Fig. 4 (a) Evaluation of the OER catalytic activity of NCMS/NrGO and commercial PtRuC in Ar-saturated 0.1 M KOH. (b) Corresponding OER Tafel plots. (c) Durability of OER catalytic activity. (d) Polarization curves before and after 1000 OER cycles.

The overall bifunctional electrocatalytic performance was evaluated by the potential difference (ΔE) between E_j10 for the OER and E_1/2 for the ORR. A reduced ΔE value signifies improved performance of NCMS/NrGO as a bifunctional catalyst. Fig. S13† shows the electrochemical performances for both the OER and ORR of the NCMS/NrGO in comparison with commercial PtRuC (Fig.

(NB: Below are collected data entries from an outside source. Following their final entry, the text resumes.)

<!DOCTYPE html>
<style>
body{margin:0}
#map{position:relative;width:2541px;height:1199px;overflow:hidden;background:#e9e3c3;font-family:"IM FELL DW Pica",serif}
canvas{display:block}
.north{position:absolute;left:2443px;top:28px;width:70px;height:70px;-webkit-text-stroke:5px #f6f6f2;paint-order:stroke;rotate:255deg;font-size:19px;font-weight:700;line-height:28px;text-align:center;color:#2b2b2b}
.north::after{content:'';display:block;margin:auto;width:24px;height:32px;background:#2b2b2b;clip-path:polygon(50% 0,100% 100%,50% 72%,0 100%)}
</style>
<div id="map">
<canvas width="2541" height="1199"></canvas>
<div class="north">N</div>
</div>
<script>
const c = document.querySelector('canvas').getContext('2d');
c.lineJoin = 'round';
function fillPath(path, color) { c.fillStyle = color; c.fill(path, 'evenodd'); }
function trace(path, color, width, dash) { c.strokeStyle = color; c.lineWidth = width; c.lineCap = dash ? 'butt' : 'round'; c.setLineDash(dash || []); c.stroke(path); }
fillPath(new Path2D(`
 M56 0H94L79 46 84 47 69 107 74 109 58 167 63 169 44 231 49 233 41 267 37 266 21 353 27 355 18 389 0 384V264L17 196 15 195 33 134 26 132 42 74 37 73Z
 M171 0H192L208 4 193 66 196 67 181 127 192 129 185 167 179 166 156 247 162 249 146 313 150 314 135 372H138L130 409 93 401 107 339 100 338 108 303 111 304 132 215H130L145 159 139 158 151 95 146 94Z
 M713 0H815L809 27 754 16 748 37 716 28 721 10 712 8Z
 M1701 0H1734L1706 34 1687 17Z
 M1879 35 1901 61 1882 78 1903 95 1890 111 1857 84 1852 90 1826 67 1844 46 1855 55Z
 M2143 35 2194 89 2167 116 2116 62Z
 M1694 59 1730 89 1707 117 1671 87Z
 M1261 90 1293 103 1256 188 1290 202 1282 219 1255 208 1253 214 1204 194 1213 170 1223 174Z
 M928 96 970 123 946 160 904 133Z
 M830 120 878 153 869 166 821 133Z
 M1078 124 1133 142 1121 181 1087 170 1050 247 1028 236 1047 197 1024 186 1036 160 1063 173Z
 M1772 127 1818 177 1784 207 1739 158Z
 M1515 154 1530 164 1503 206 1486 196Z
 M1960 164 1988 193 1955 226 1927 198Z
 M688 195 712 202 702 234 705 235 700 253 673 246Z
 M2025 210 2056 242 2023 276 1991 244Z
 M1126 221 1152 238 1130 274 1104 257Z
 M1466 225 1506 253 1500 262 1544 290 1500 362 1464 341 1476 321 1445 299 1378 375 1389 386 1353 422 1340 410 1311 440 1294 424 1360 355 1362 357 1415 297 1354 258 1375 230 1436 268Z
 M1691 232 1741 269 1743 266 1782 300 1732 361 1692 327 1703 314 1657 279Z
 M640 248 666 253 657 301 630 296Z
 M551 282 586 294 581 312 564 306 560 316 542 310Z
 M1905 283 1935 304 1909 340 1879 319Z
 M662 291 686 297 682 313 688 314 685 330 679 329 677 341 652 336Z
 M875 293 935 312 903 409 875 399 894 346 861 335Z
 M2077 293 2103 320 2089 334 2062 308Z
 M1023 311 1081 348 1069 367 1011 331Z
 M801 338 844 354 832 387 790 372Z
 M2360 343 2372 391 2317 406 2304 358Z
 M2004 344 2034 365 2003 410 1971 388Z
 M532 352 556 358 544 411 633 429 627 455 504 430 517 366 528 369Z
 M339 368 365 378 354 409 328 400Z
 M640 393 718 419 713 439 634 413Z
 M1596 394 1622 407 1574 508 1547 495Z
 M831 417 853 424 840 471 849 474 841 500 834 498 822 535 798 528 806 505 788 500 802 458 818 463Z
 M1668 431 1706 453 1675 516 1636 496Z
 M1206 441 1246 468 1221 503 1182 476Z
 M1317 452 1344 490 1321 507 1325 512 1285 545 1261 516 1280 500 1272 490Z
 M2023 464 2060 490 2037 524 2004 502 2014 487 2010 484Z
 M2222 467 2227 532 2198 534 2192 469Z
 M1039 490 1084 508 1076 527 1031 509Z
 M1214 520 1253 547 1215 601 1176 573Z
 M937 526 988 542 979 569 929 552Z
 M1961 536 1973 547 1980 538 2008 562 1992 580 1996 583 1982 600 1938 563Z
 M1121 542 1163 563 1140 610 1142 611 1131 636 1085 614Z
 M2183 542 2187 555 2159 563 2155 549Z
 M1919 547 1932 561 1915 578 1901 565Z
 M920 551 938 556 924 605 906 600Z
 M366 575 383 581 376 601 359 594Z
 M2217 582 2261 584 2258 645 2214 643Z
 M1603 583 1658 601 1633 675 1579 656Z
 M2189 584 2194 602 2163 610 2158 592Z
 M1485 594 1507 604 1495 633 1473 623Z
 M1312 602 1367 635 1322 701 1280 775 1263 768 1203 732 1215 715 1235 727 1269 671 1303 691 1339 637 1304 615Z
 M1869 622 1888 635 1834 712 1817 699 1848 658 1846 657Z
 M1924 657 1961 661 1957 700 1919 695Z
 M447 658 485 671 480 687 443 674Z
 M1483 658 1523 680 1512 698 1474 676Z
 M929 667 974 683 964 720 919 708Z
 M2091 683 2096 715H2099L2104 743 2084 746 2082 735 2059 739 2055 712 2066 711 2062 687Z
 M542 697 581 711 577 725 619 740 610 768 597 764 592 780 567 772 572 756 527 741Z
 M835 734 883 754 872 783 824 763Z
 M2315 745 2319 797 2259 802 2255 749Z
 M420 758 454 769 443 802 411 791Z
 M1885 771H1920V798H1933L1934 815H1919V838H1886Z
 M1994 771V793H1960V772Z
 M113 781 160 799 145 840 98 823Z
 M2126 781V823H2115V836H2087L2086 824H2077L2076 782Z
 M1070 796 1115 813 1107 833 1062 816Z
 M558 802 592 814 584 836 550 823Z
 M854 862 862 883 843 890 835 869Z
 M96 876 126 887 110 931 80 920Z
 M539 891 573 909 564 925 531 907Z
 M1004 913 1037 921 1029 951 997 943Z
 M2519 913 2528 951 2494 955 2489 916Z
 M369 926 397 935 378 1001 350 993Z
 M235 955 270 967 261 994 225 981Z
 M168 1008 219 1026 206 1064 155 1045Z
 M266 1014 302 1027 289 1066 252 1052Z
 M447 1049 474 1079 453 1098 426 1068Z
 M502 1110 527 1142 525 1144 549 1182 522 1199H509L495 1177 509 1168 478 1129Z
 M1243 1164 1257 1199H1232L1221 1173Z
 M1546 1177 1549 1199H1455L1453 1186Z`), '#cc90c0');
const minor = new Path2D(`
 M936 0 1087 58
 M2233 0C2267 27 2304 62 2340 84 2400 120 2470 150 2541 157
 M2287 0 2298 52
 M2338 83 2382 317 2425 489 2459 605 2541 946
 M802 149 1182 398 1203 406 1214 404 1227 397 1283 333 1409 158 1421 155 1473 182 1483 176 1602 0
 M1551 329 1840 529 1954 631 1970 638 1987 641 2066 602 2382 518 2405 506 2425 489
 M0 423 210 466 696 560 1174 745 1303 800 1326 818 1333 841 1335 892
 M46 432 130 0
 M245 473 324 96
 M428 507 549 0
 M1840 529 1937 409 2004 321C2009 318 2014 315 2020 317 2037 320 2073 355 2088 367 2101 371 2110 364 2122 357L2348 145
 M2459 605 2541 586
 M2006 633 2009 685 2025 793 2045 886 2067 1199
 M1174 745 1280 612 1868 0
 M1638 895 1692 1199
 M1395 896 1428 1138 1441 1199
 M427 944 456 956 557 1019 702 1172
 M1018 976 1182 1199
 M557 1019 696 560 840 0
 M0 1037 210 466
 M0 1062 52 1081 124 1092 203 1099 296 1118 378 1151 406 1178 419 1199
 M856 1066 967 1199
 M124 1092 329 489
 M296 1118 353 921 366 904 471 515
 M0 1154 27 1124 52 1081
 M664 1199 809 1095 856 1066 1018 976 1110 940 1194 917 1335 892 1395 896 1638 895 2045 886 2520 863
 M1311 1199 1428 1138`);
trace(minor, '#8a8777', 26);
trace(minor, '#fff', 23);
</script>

S13a†) and other representative reported materials synthesized by hydrothermal methods (Fig. S13b†). Fig. 5 shows a more extensive comparison of OER/ORR performance including also other representative catalysts previously reported in the literature.^{23–25,54–63} The potential difference of our NCMS/NrGO is 0.75 V, smaller than that of the commercial PtRuC catalyst (0.81 V), with this performance being comparable or superior to those of most bifunctional non-noble metal catalysts reported to date, even those using more expensive or energy consuming synthesis techniques, suggesting the superior advantages of using NCMS/NrGO as air cathodes in rechargeable Zn–air batteries. The exceptional catalytic activity of the electrosynthesized NCMS/NrGO can be linked to the well-organized nanoporous structure, the stochastic dispersion of active sites, synergistic interactions among various components, and abundant diffusion channels that efficiently boost the mass transport of ionic species within the foam matrix.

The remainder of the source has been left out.